━━━ DATA RECORDS
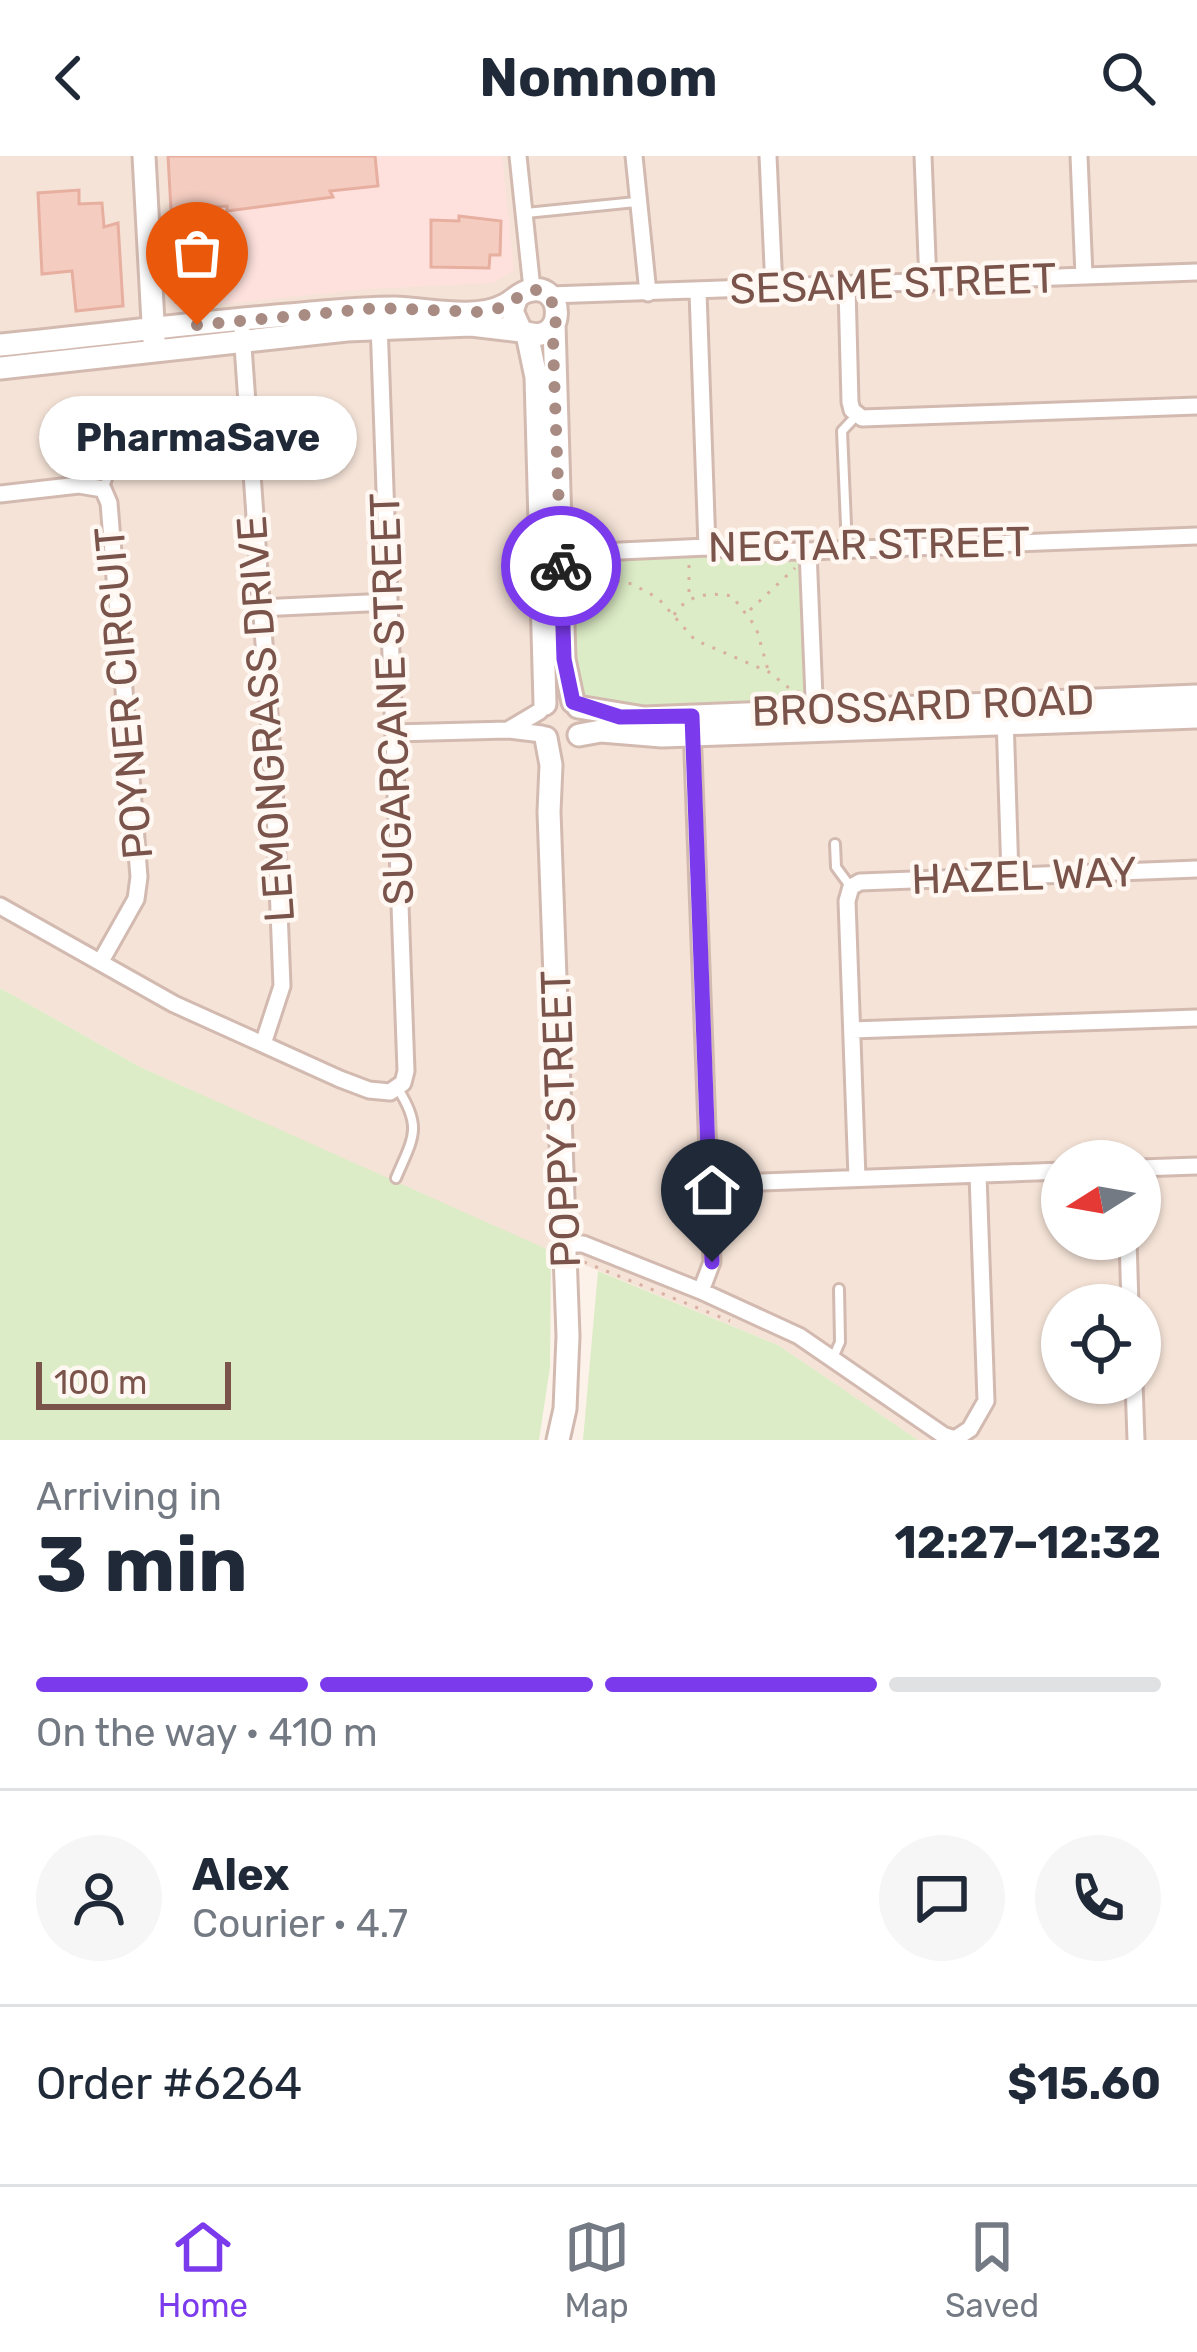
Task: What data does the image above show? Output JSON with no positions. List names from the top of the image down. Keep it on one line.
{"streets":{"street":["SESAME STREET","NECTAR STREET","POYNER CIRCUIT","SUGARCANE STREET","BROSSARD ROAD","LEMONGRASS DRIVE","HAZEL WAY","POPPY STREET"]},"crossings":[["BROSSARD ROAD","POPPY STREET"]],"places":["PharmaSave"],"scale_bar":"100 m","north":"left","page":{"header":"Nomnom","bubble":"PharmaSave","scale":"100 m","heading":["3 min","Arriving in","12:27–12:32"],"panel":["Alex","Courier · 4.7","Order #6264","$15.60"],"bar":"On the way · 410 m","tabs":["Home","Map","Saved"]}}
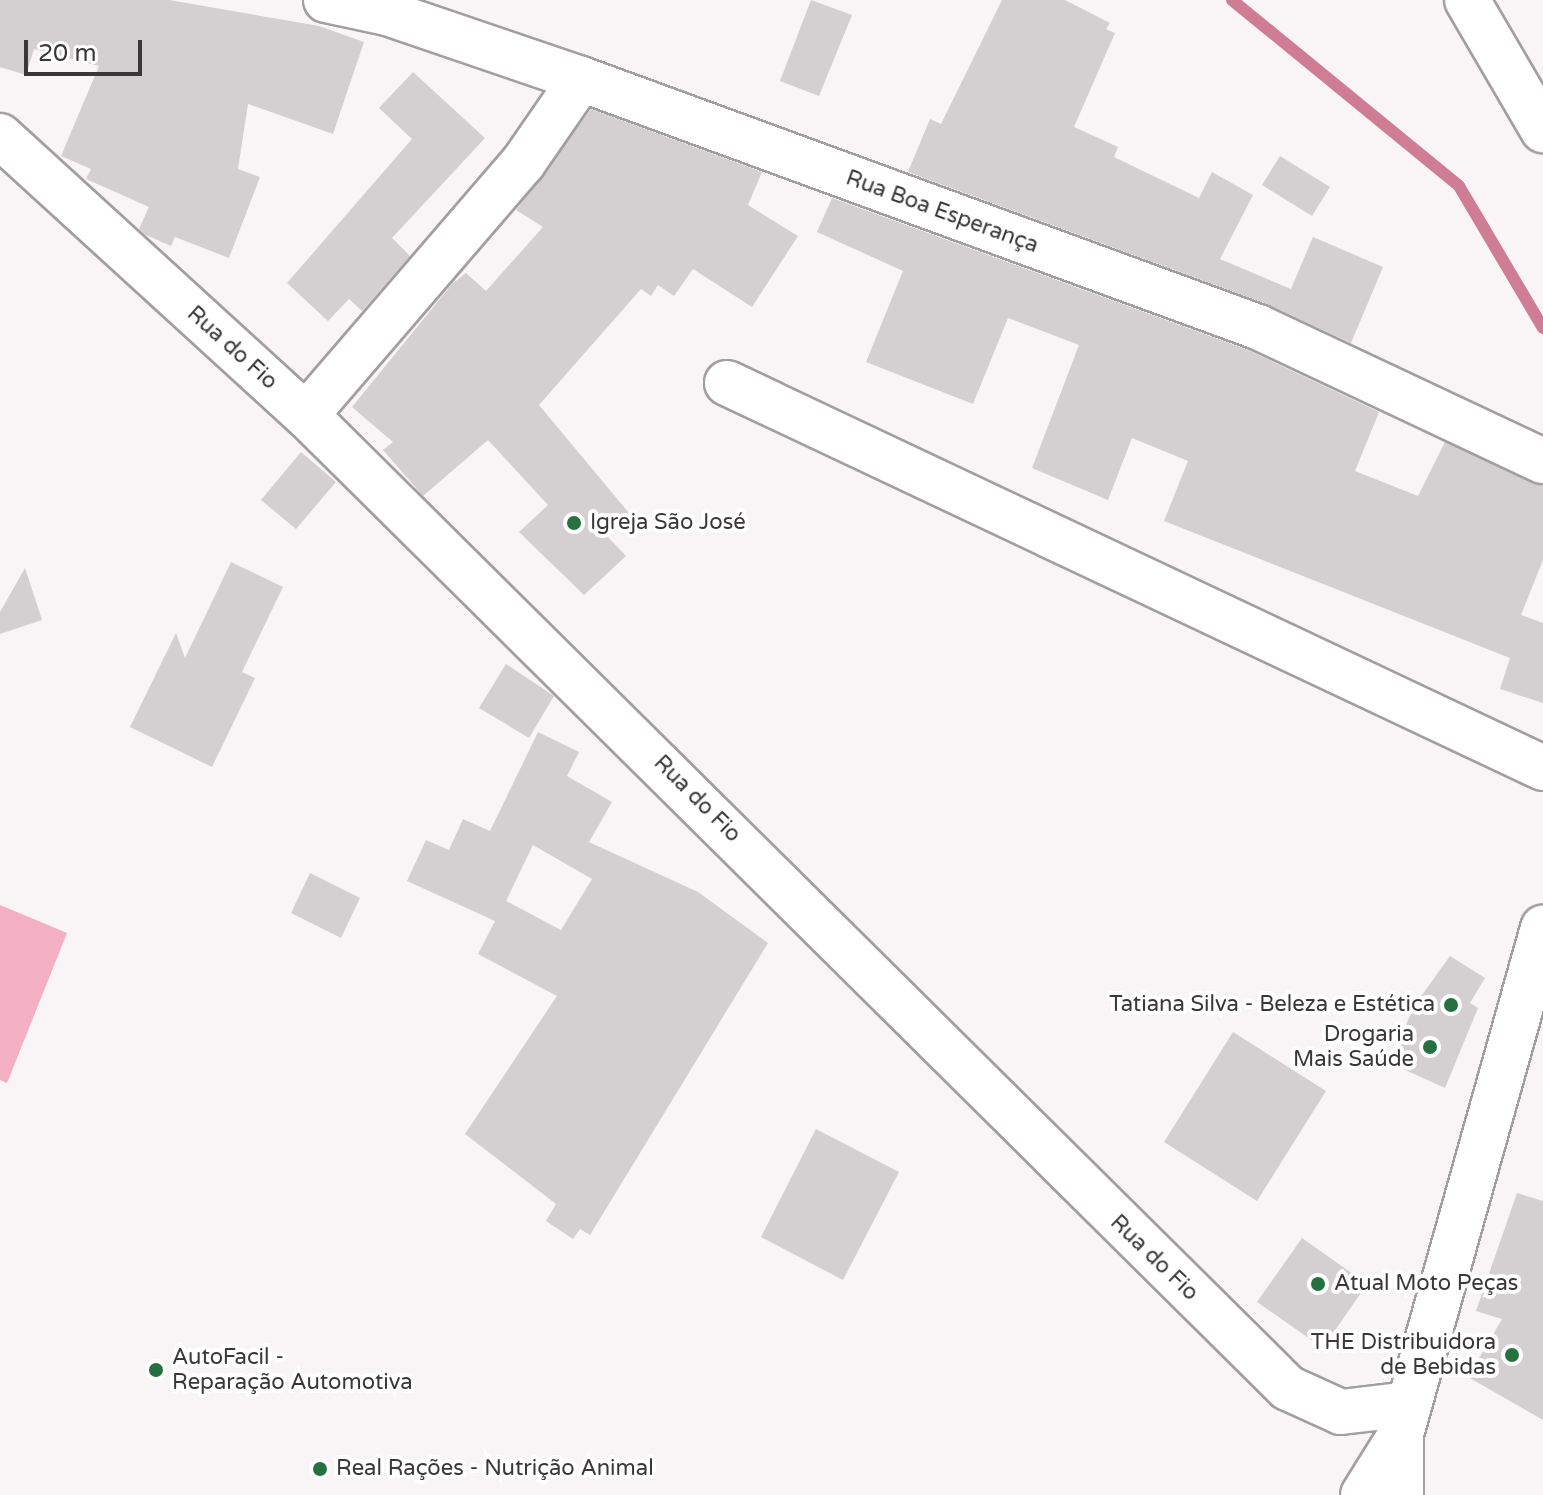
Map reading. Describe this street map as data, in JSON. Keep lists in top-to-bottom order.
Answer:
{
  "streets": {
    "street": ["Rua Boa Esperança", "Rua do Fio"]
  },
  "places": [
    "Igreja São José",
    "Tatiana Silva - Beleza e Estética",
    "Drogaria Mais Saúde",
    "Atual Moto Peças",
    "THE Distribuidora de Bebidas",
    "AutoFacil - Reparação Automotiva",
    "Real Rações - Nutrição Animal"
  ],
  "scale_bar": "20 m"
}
━━━━━━
- **GOAL OF THE EXERCISE**:
Produce the material above again in full, with identical lines and no pictures.

- **SOLUTION**:
Task: What data does the image above show? Output JSON with no positions. List names from the top of the image down. Keep it on one line.
{"streets":{"street":["SESAME STREET","NECTAR STREET","POYNER CIRCUIT","SUGARCANE STREET","BROSSARD ROAD","LEMONGRASS DRIVE","HAZEL WAY","POPPY STREET"]},"crossings":[["BROSSARD ROAD","POPPY STREET"]],"places":["PharmaSave"],"scale_bar":"100 m","north":"left","page":{"header":"Nomnom","bubble":"PharmaSave","scale":"100 m","heading":["3 min","Arriving in","12:27–12:32"],"panel":["Alex","Courier · 4.7","Order #6264","$15.60"],"bar":"On the way · 410 m","tabs":["Home","Map","Saved"]}}
Map reading. Describe this street map as data, in JSON. Keep lists in top-to-bottom order.
Answer:
{
  "streets": {
    "street": ["Rua Boa Esperança", "Rua do Fio"]
  },
  "places": [
    "Igreja São José",
    "Tatiana Silva - Beleza e Estética",
    "Drogaria Mais Saúde",
    "Atual Moto Peças",
    "THE Distribuidora de Bebidas",
    "AutoFacil - Reparação Automotiva",
    "Real Rações - Nutrição Animal"
  ],
  "scale_bar": "20 m"
}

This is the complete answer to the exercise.